Ben's story concludes with rebellion and reclamation. He sets up a clever distraction for those administrators involving the obnoxious young son of a new resident, reflecting with Cecil on what they both miss.
"Bourbon and barbecue" top Ben's list. "Being him" too, Ben says, as the two men relish the boy's mischief. As death draws nigh, a smoke and a prank are welcome reminders of life.
Rachel and Rose
A recovery from tragedy gradually unfolds in
Rachel's Wedding,
Rose Smith's nonfiction Smith Prize-winning essay (no relation to Jeffrey Smith).
Rose (left) narrates childhood friend Rachel's wedding, an otherwise unremarkable event until the reader realizes just how remarkable it is.

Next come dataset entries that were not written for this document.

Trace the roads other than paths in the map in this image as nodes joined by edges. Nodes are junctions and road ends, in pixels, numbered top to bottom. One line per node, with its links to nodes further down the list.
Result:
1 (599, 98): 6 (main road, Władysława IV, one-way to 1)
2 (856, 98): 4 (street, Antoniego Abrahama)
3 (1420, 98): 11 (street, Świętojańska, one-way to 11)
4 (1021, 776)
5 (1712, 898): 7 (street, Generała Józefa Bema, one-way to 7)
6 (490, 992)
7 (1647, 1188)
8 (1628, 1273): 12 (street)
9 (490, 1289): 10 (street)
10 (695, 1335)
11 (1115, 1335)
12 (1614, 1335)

An early clue describes the women as "almost thirty...unrecognizable from our teenage selves."
Rachel always stands or sits "rod straight," and her features fascinate Rose. "She has grown into her woman's face, and she is beautiful like a runway model, gaunt and rare."
Neither girl had much of a social life growing up. "Rachel never had a boyfriend...Of course, I didn't go to [the prom]." When they talk about sex, it's with surprise, even disbelief.

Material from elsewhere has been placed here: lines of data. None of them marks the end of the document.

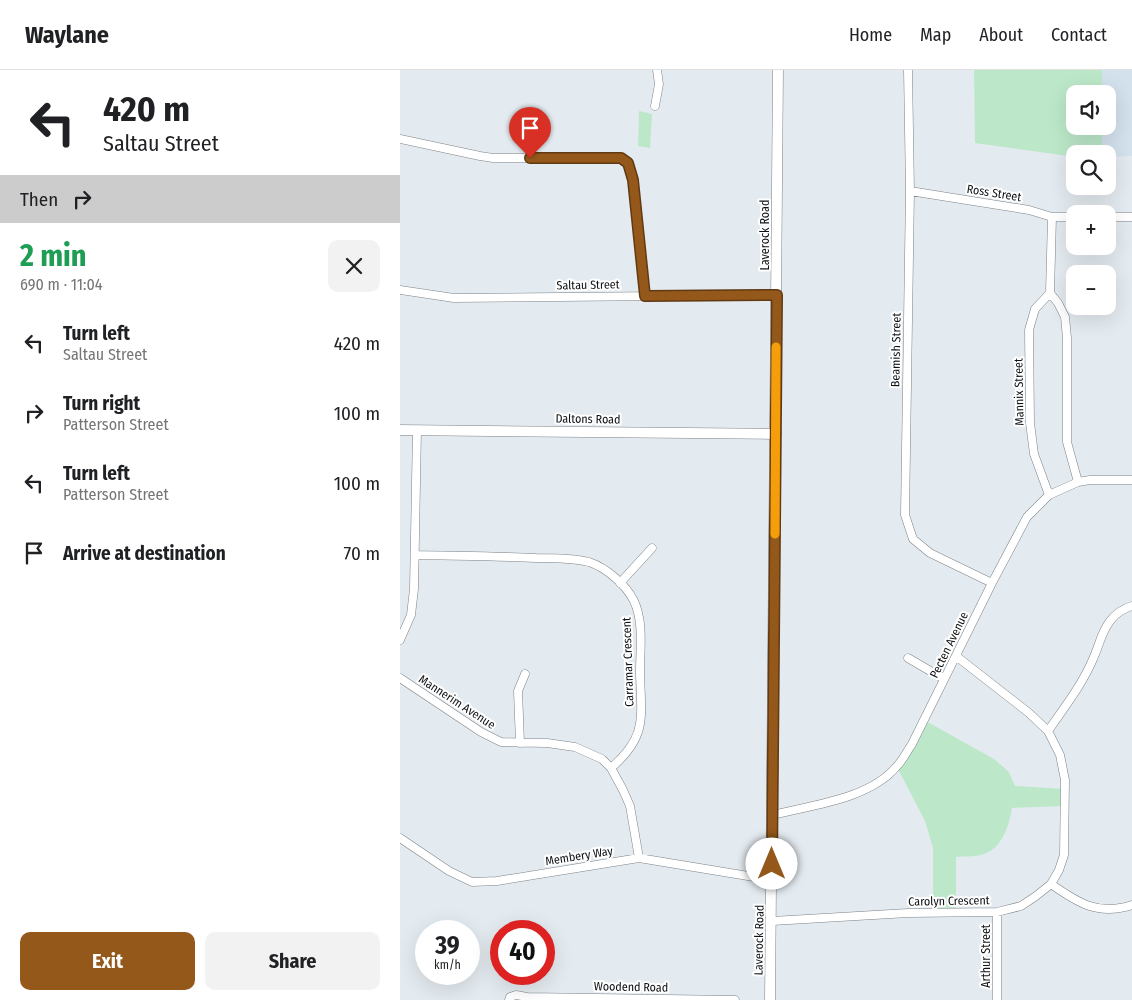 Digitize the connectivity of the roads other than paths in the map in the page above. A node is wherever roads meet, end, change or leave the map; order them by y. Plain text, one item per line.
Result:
1 (658, 70) edge
2 (778, 70) edge
3 (908, 70) edge
4 (655, 106) dead end
5 (400, 139) edge
6 (910, 191) junction
7 (1052, 217) junction
8 (1066, 217) edge
9 (1116, 217) edge
10 (1132, 217) edge
11 (400, 290) edge
12 (1050, 293) junction
13 (777, 295) junction
14 (645, 296) junction
15 (400, 430) edge
16 (417, 430) junction
17 (776, 434) junction
18 (1132, 480) edge
19 (1078, 482) junction
20 (1049, 495) junction
21 (652, 548) dead end
22 (415, 555) junction
23 (620, 583) junction
24 (992, 583) junction
25 (1132, 606) edge
26 (400, 640) edge
27 (956, 656) junction
28 (908, 658) dead end
29 (525, 674) dead end
30 (400, 678) edge
31 (944, 679) junction
32 (1048, 731) junction
33 (520, 742) junction
34 (611, 768) junction
35 (773, 815) junction
36 (400, 838) edge
37 (638, 858) junction
38 (772, 880) junction
39 (1051, 884) junction
40 (1132, 905) edge
41 (997, 912) junction
42 (772, 921) junction
43 (526, 998) edge
44 (509, 1000) edge
45 (735, 1000) edge
46 (770, 1000) edge
47 (997, 1000) edge

1 - 4 street
2 - 13 street, Laverock Road
3 - 6 street, Beamish Street
5 - 14 street
6 - 7 street, Ross Street
6 - 24 street, Beamish Street
7 - 8 street, Ross Street
7 - 12 street
9 - 10 street
11 - 14 street, Saltau Street
12 - 19 street
12 - 20 street, Mannix Street
13 - 14 street, Saltau Street
13 - 17 street, Laverock Road
15 - 16 street, Daltons Road
16 - 17 street, Daltons Road
16 - 22 street
17 - 35 street, Laverock Road
18 - 19 street, Pecten Avenue
19 - 20 street, Pecten Avenue
20 - 24 street, Pecten Avenue
21 - 23 street
22 - 23 street, Carramar Crescent
22 - 26 street
23 - 34 street, Carramar Crescent
24 - 27 street, Pecten Avenue
25 - 32 street
27 - 31 street, Pecten Avenue
27 - 32 street, Carolyn Crescent
28 - 31 street
29 - 33 street
30 - 33 street, Mannerim Avenue
31 - 35 street, Pecten Avenue
32 - 39 street, Carolyn Crescent
33 - 34 street, Mannerim Avenue
34 - 37 street, Mannerim Avenue
35 - 38 street, Laverock Road
36 - 37 street, Membery Way
37 - 38 street, Membery Way
38 - 42 street, Laverock Road
39 - 40 street
39 - 41 street, Carolyn Crescent
41 - 42 street, Carolyn Crescent
41 - 47 street, Arthur Street
42 - 46 street, Laverock Road
43 - 44 street, Woodend Road
43 - 45 street, Woodend Road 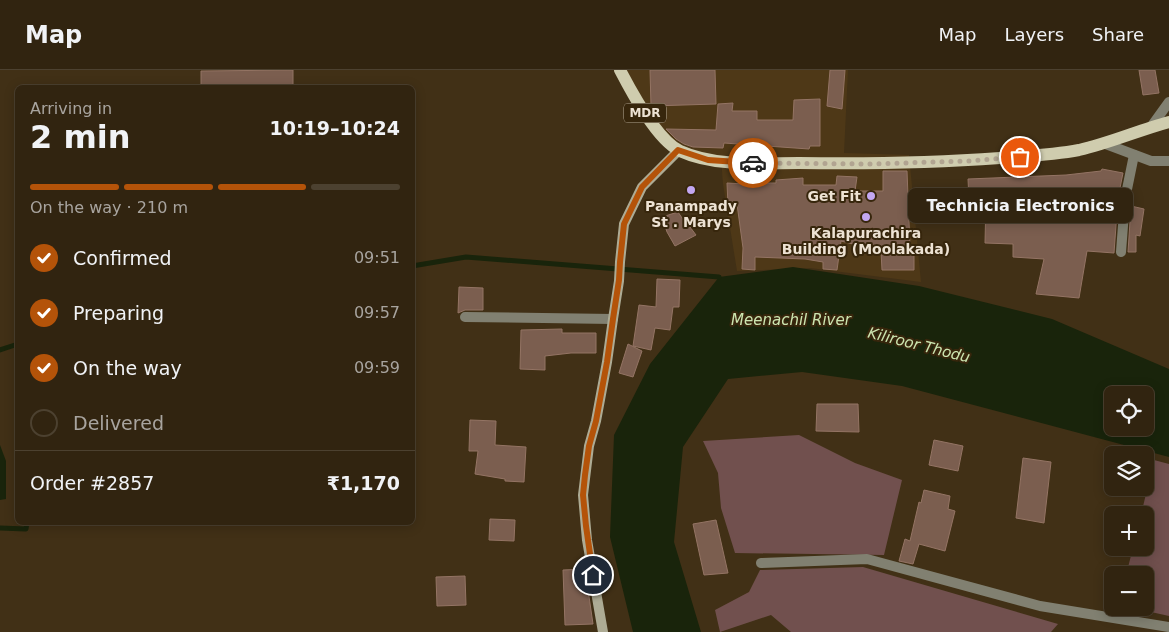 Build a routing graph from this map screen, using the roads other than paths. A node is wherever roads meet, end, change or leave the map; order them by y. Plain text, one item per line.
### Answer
1 (620, 70) edge
2 (1169, 102) edge
3 (1169, 122) edge
4 (1151, 127) junction
5 (1103, 144) junction
6 (678, 150) junction
7 (1134, 155) junction
8 (1169, 161) edge
9 (1121, 252) dead end
10 (465, 317) dead end
11 (613, 319) junction
12 (761, 563) dead end
13 (1169, 627) edge
14 (603, 632) edge

1 - 6 main road, MDR
2 - 4 street
3 - 4 main road, MDR
4 - 5 main road, MDR
5 - 6 main road, MDR
5 - 7 street
6 - 11 main road
7 - 8 street
7 - 9 street
10 - 11 street
11 - 14 main road
12 - 13 street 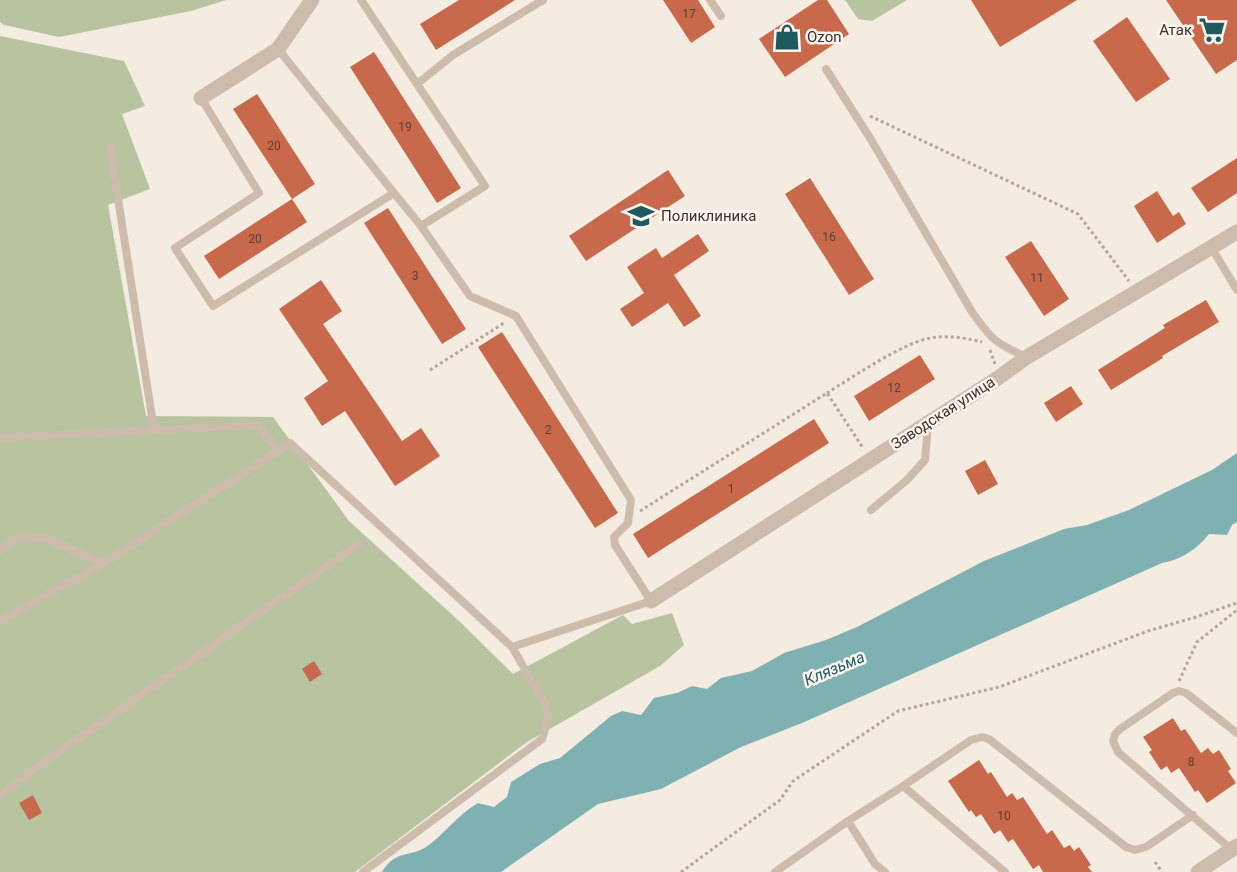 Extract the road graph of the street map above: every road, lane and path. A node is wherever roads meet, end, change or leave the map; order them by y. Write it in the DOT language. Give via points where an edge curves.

And though Rachel's face is enviable, the rest of her not so much. "This is when Rachel still thought of her body as reliable and strong," Rose explains, suggesting attributes that are no longer.
Rose turns these drips of detail into a trickle. Rachel wears something unusual to school. Rose catches "a glimpse of my own face. It's getting worse..."
The gusher finally bursts, breathtaking and terrible. "My mother was wailing. 'Just live,' she screamed. 'Just live'..," Rose explains. "I was only three...Here's what happened."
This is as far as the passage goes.